Exercise objective:
The records below need copying. Match each line exactly.

#####

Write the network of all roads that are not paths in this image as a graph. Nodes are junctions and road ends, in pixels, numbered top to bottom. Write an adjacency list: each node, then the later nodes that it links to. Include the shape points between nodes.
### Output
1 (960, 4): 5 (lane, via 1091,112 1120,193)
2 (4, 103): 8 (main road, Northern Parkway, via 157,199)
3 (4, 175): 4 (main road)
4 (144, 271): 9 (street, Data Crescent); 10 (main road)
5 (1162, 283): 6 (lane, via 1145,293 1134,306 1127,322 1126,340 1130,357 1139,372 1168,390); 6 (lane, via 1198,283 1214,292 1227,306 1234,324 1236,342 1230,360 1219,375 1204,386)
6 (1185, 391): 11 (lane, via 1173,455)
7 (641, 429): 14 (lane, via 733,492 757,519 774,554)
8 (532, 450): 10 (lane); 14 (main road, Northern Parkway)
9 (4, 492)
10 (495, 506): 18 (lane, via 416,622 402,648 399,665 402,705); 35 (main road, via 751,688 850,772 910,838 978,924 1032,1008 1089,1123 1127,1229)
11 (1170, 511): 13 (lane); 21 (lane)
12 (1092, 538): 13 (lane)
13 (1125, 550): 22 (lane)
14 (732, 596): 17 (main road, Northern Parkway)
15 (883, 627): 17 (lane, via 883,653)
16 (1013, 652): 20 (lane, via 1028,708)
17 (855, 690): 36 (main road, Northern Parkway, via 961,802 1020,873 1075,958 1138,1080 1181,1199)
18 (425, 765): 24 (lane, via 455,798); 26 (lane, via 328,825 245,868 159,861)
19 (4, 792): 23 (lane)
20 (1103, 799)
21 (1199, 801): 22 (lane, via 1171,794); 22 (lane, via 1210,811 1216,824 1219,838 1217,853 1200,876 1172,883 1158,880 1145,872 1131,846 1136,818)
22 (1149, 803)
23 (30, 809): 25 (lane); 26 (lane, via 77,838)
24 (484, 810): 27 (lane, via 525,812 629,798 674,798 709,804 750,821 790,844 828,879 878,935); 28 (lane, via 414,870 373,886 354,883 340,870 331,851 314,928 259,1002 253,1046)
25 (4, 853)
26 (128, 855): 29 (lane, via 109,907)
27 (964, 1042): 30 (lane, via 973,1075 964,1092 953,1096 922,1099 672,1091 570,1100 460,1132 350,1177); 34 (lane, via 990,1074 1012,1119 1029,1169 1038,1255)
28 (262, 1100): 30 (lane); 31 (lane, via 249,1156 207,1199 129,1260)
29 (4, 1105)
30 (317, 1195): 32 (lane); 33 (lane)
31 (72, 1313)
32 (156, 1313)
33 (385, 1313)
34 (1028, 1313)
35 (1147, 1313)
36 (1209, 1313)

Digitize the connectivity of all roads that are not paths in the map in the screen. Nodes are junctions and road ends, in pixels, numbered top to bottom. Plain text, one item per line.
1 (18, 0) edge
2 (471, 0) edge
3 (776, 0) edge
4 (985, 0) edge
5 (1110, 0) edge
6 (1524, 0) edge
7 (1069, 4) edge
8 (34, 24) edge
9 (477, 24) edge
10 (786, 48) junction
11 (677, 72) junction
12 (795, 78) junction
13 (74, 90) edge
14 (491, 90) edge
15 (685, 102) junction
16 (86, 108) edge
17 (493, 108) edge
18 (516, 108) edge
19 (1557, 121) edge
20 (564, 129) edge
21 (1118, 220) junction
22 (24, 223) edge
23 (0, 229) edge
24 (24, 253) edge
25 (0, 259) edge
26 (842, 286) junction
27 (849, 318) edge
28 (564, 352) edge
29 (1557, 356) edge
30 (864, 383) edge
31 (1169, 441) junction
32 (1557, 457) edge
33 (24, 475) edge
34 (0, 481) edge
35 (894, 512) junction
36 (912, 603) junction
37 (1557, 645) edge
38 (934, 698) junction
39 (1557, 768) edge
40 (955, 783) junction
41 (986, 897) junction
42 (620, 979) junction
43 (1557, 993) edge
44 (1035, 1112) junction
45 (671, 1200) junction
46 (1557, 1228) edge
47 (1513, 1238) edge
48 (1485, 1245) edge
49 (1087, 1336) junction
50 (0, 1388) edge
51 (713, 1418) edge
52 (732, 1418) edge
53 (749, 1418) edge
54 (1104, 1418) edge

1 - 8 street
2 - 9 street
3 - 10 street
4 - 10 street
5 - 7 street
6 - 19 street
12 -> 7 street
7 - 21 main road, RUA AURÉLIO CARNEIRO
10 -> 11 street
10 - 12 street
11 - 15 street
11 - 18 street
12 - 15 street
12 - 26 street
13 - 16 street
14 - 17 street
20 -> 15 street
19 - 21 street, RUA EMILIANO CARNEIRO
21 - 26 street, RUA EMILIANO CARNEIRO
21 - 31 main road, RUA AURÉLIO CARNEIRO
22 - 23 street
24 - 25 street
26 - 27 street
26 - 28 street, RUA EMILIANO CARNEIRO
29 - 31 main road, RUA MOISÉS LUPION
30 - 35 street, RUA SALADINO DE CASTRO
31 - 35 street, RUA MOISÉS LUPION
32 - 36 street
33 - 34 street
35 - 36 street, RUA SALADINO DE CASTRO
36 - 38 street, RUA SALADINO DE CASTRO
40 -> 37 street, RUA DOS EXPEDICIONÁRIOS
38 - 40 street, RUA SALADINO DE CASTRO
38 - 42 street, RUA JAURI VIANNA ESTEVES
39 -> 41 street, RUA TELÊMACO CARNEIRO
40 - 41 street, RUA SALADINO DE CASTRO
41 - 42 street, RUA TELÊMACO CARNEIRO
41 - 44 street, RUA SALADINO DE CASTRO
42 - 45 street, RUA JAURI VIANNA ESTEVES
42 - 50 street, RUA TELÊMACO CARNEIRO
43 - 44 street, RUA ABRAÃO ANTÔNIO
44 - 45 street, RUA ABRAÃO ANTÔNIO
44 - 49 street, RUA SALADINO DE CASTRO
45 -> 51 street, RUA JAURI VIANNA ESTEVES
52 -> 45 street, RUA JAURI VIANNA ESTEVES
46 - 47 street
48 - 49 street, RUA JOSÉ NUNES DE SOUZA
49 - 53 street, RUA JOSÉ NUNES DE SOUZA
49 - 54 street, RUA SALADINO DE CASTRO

#####

Result for this exercise:
Write the network of all roads that are not paths in this image as a graph. Nodes are junctions and road ends, in pixels, numbered top to bottom. Write an adjacency list: each node, then the later nodes that it links to. Include the shape points between nodes.
### Output
1 (960, 4): 5 (lane, via 1091,112 1120,193)
2 (4, 103): 8 (main road, Northern Parkway, via 157,199)
3 (4, 175): 4 (main road)
4 (144, 271): 9 (street, Data Crescent); 10 (main road)
5 (1162, 283): 6 (lane, via 1145,293 1134,306 1127,322 1126,340 1130,357 1139,372 1168,390); 6 (lane, via 1198,283 1214,292 1227,306 1234,324 1236,342 1230,360 1219,375 1204,386)
6 (1185, 391): 11 (lane, via 1173,455)
7 (641, 429): 14 (lane, via 733,492 757,519 774,554)
8 (532, 450): 10 (lane); 14 (main road, Northern Parkway)
9 (4, 492)
10 (495, 506): 18 (lane, via 416,622 402,648 399,665 402,705); 35 (main road, via 751,688 850,772 910,838 978,924 1032,1008 1089,1123 1127,1229)
11 (1170, 511): 13 (lane); 21 (lane)
12 (1092, 538): 13 (lane)
13 (1125, 550): 22 (lane)
14 (732, 596): 17 (main road, Northern Parkway)
15 (883, 627): 17 (lane, via 883,653)
16 (1013, 652): 20 (lane, via 1028,708)
17 (855, 690): 36 (main road, Northern Parkway, via 961,802 1020,873 1075,958 1138,1080 1181,1199)
18 (425, 765): 24 (lane, via 455,798); 26 (lane, via 328,825 245,868 159,861)
19 (4, 792): 23 (lane)
20 (1103, 799)
21 (1199, 801): 22 (lane, via 1171,794); 22 (lane, via 1210,811 1216,824 1219,838 1217,853 1200,876 1172,883 1158,880 1145,872 1131,846 1136,818)
22 (1149, 803)
23 (30, 809): 25 (lane); 26 (lane, via 77,838)
24 (484, 810): 27 (lane, via 525,812 629,798 674,798 709,804 750,821 790,844 828,879 878,935); 28 (lane, via 414,870 373,886 354,883 340,870 331,851 314,928 259,1002 253,1046)
25 (4, 853)
26 (128, 855): 29 (lane, via 109,907)
27 (964, 1042): 30 (lane, via 973,1075 964,1092 953,1096 922,1099 672,1091 570,1100 460,1132 350,1177); 34 (lane, via 990,1074 1012,1119 1029,1169 1038,1255)
28 (262, 1100): 30 (lane); 31 (lane, via 249,1156 207,1199 129,1260)
29 (4, 1105)
30 (317, 1195): 32 (lane); 33 (lane)
31 (72, 1313)
32 (156, 1313)
33 (385, 1313)
34 (1028, 1313)
35 (1147, 1313)
36 (1209, 1313)

Digitize the connectivity of all roads that are not paths in the map in the screen. Nodes are junctions and road ends, in pixels, numbered top to bottom. Plain text, one item per line.
1 (18, 0) edge
2 (471, 0) edge
3 (776, 0) edge
4 (985, 0) edge
5 (1110, 0) edge
6 (1524, 0) edge
7 (1069, 4) edge
8 (34, 24) edge
9 (477, 24) edge
10 (786, 48) junction
11 (677, 72) junction
12 (795, 78) junction
13 (74, 90) edge
14 (491, 90) edge
15 (685, 102) junction
16 (86, 108) edge
17 (493, 108) edge
18 (516, 108) edge
19 (1557, 121) edge
20 (564, 129) edge
21 (1118, 220) junction
22 (24, 223) edge
23 (0, 229) edge
24 (24, 253) edge
25 (0, 259) edge
26 (842, 286) junction
27 (849, 318) edge
28 (564, 352) edge
29 (1557, 356) edge
30 (864, 383) edge
31 (1169, 441) junction
32 (1557, 457) edge
33 (24, 475) edge
34 (0, 481) edge
35 (894, 512) junction
36 (912, 603) junction
37 (1557, 645) edge
38 (934, 698) junction
39 (1557, 768) edge
40 (955, 783) junction
41 (986, 897) junction
42 (620, 979) junction
43 (1557, 993) edge
44 (1035, 1112) junction
45 (671, 1200) junction
46 (1557, 1228) edge
47 (1513, 1238) edge
48 (1485, 1245) edge
49 (1087, 1336) junction
50 (0, 1388) edge
51 (713, 1418) edge
52 (732, 1418) edge
53 (749, 1418) edge
54 (1104, 1418) edge

1 - 8 street
2 - 9 street
3 - 10 street
4 - 10 street
5 - 7 street
6 - 19 street
12 -> 7 street
7 - 21 main road, RUA AURÉLIO CARNEIRO
10 -> 11 street
10 - 12 street
11 - 15 street
11 - 18 street
12 - 15 street
12 - 26 street
13 - 16 street
14 - 17 street
20 -> 15 street
19 - 21 street, RUA EMILIANO CARNEIRO
21 - 26 street, RUA EMILIANO CARNEIRO
21 - 31 main road, RUA AURÉLIO CARNEIRO
22 - 23 street
24 - 25 street
26 - 27 street
26 - 28 street, RUA EMILIANO CARNEIRO
29 - 31 main road, RUA MOISÉS LUPION
30 - 35 street, RUA SALADINO DE CASTRO
31 - 35 street, RUA MOISÉS LUPION
32 - 36 street
33 - 34 street
35 - 36 street, RUA SALADINO DE CASTRO
36 - 38 street, RUA SALADINO DE CASTRO
40 -> 37 street, RUA DOS EXPEDICIONÁRIOS
38 - 40 street, RUA SALADINO DE CASTRO
38 - 42 street, RUA JAURI VIANNA ESTEVES
39 -> 41 street, RUA TELÊMACO CARNEIRO
40 - 41 street, RUA SALADINO DE CASTRO
41 - 42 street, RUA TELÊMACO CARNEIRO
41 - 44 street, RUA SALADINO DE CASTRO
42 - 45 street, RUA JAURI VIANNA ESTEVES
42 - 50 street, RUA TELÊMACO CARNEIRO
43 - 44 street, RUA ABRAÃO ANTÔNIO
44 - 45 street, RUA ABRAÃO ANTÔNIO
44 - 49 street, RUA SALADINO DE CASTRO
45 -> 51 street, RUA JAURI VIANNA ESTEVES
52 -> 45 street, RUA JAURI VIANNA ESTEVES
46 - 47 street
48 - 49 street, RUA JOSÉ NUNES DE SOUZA
49 - 53 street, RUA JOSÉ NUNES DE SOUZA
49 - 54 street, RUA SALADINO DE CASTRO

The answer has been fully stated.